Data: Begin

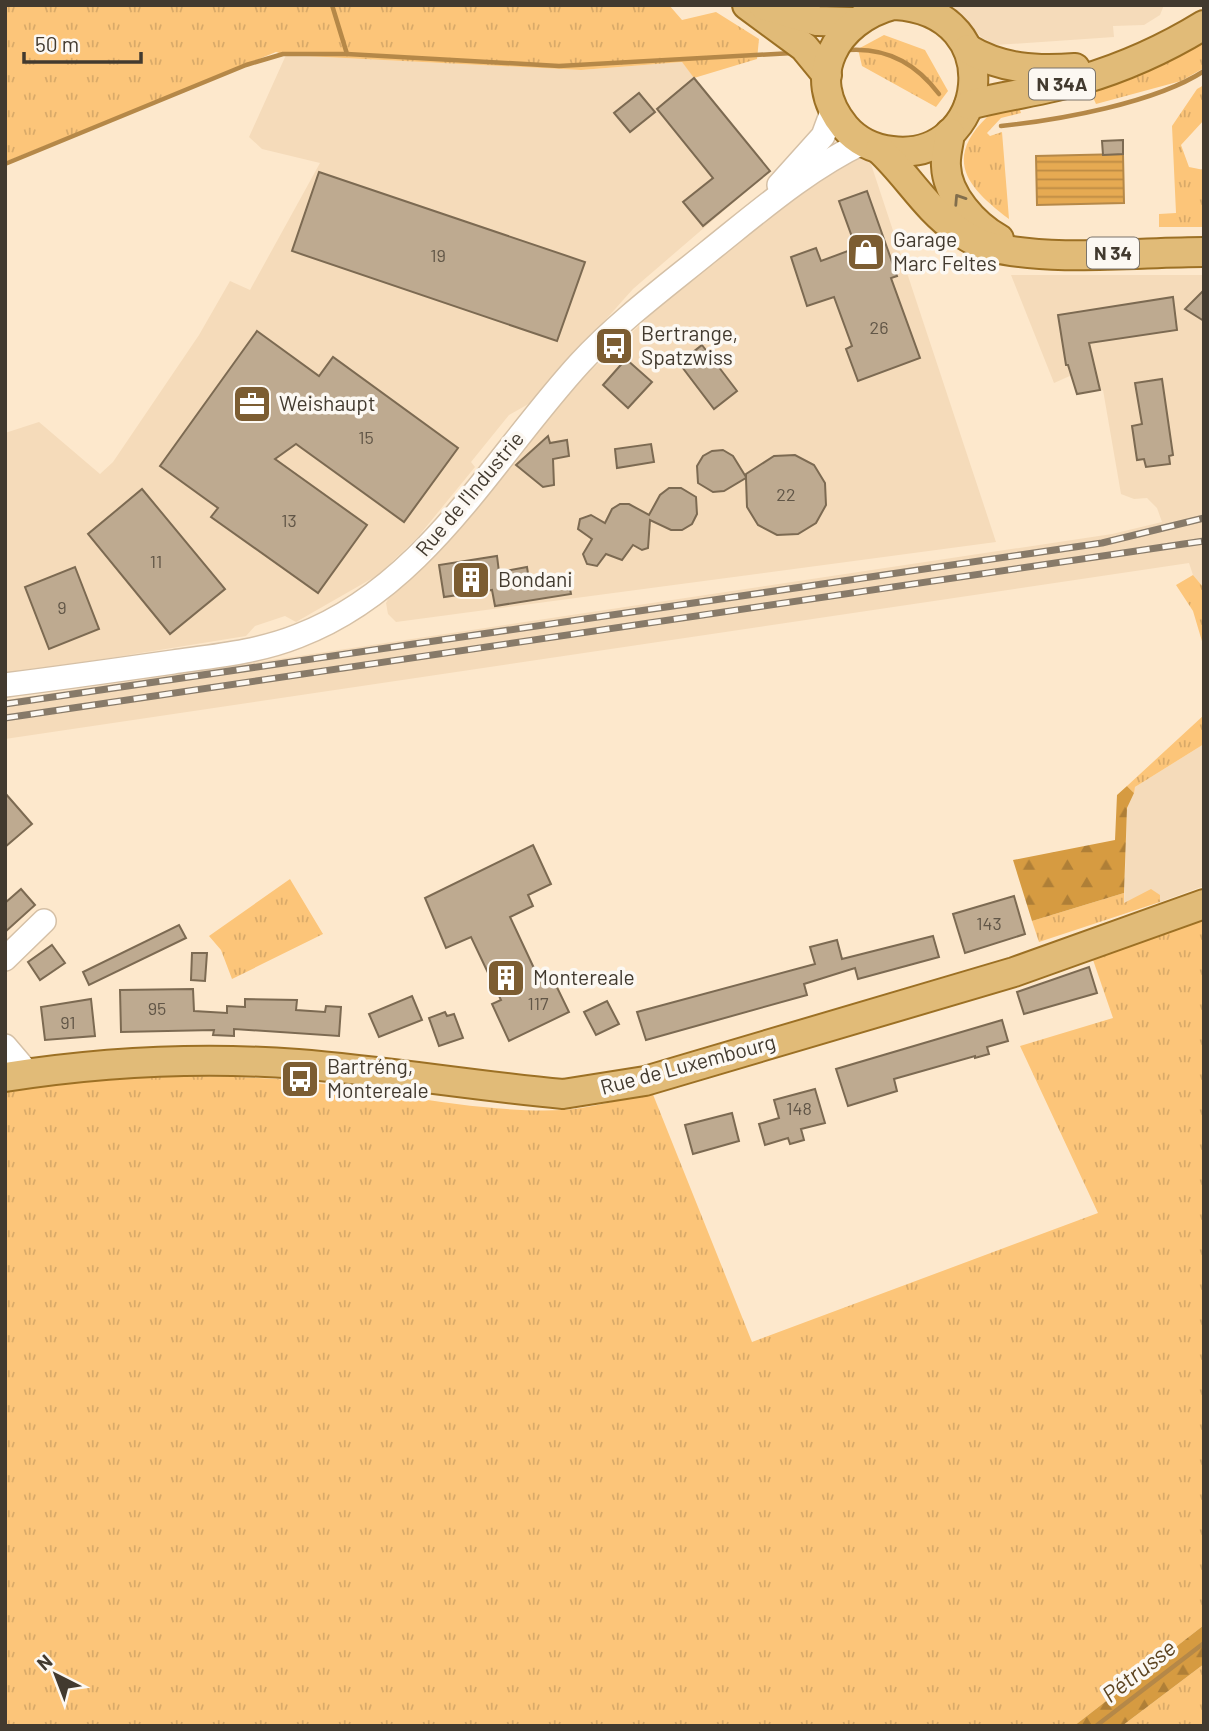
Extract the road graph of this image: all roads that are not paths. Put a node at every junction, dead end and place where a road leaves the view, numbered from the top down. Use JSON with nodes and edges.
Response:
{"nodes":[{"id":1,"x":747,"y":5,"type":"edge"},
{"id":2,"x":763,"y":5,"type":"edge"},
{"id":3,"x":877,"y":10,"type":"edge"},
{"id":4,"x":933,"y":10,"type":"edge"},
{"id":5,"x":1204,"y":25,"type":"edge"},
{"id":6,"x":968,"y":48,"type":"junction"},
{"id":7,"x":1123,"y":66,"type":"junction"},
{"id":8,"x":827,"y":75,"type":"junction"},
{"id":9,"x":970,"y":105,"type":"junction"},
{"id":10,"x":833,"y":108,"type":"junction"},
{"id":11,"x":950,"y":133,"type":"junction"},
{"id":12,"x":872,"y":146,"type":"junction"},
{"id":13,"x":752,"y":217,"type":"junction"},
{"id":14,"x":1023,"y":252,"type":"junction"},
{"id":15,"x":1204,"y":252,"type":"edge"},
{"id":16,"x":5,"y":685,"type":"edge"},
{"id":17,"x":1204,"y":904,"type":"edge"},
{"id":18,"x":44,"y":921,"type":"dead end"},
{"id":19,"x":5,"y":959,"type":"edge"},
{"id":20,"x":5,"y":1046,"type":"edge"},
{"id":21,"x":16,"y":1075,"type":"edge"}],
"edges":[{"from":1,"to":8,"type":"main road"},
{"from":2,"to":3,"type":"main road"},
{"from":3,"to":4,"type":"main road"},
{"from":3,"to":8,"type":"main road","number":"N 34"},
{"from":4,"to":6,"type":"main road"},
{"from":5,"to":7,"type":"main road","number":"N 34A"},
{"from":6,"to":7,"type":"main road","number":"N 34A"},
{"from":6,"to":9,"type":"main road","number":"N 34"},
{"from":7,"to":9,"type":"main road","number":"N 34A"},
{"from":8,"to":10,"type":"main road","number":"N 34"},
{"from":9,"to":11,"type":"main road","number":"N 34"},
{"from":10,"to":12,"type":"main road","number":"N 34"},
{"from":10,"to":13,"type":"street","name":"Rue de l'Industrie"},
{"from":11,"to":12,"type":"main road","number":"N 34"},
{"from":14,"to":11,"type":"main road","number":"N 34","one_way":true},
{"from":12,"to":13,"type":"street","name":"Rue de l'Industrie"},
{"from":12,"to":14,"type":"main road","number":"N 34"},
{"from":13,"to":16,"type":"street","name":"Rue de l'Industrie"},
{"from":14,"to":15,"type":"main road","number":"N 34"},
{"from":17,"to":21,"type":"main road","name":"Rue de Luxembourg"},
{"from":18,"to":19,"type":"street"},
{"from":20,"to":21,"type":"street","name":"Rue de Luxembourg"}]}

Data: End
Data: Begin

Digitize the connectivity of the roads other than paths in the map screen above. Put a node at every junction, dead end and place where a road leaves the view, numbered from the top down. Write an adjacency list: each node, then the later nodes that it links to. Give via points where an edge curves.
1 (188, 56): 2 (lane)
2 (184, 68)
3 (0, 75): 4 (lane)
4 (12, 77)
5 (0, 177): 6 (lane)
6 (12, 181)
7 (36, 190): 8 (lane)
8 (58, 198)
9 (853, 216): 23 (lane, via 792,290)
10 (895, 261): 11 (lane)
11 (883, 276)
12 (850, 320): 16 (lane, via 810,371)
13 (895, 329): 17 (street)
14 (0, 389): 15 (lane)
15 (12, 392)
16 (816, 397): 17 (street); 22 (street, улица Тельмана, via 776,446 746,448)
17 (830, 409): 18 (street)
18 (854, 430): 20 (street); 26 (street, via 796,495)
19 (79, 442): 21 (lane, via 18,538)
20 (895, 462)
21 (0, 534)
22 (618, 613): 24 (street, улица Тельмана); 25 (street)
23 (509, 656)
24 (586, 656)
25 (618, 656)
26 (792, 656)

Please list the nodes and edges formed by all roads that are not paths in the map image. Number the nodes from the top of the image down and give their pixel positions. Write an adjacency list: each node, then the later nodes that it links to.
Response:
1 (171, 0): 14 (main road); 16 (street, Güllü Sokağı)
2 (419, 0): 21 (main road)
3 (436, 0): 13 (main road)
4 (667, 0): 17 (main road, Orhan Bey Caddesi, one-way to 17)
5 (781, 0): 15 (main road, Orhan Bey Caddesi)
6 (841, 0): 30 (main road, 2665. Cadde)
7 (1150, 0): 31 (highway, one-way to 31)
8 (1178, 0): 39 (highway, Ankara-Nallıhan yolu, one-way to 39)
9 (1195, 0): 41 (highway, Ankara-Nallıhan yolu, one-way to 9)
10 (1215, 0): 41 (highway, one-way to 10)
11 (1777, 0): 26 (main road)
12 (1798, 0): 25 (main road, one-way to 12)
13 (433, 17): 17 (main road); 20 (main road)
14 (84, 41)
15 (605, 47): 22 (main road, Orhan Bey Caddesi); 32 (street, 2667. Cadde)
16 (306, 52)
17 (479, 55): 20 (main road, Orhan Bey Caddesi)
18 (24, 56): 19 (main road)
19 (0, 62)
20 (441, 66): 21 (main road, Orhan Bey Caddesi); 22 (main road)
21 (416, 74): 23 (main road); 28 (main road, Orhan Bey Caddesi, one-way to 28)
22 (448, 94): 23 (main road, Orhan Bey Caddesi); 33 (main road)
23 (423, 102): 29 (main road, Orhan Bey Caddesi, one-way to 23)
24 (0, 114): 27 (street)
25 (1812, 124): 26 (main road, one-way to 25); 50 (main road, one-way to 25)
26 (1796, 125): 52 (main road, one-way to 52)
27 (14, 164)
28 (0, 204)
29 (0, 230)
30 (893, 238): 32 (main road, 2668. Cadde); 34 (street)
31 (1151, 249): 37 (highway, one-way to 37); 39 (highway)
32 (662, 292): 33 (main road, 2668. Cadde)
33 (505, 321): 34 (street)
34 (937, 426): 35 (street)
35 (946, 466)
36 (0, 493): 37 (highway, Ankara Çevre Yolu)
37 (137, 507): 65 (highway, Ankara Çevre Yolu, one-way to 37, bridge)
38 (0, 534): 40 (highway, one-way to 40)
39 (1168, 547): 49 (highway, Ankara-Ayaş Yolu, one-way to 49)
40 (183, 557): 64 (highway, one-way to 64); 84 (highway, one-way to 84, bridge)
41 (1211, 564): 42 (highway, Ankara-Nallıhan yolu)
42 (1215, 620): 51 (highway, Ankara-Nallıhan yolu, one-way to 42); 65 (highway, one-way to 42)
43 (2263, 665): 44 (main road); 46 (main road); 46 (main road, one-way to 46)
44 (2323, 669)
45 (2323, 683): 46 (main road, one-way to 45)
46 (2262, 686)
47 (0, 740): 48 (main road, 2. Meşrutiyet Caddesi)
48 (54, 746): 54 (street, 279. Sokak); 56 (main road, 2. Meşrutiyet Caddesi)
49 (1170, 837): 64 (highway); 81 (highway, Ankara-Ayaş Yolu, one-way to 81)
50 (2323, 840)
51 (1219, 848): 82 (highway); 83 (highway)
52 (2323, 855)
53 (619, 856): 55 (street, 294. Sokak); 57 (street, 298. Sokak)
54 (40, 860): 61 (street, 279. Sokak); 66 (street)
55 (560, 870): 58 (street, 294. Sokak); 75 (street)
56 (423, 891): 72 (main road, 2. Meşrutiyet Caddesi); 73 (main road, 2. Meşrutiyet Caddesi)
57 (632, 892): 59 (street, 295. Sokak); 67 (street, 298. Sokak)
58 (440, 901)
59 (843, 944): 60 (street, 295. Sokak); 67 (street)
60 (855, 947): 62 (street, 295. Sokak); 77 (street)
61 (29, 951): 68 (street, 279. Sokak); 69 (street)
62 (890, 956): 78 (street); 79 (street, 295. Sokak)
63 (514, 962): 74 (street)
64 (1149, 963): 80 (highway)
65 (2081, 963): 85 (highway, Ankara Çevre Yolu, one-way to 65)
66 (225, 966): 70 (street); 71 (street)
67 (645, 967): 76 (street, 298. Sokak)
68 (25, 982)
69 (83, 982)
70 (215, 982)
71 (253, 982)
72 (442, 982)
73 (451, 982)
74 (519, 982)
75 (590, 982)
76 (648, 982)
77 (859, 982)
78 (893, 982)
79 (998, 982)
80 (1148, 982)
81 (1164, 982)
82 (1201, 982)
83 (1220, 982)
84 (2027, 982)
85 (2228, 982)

Data: End

→ Problem statement
Where the word "Meşrutiyet" shows up in a line of the records above, count that line; then give the count by itself.

→ Answer section
3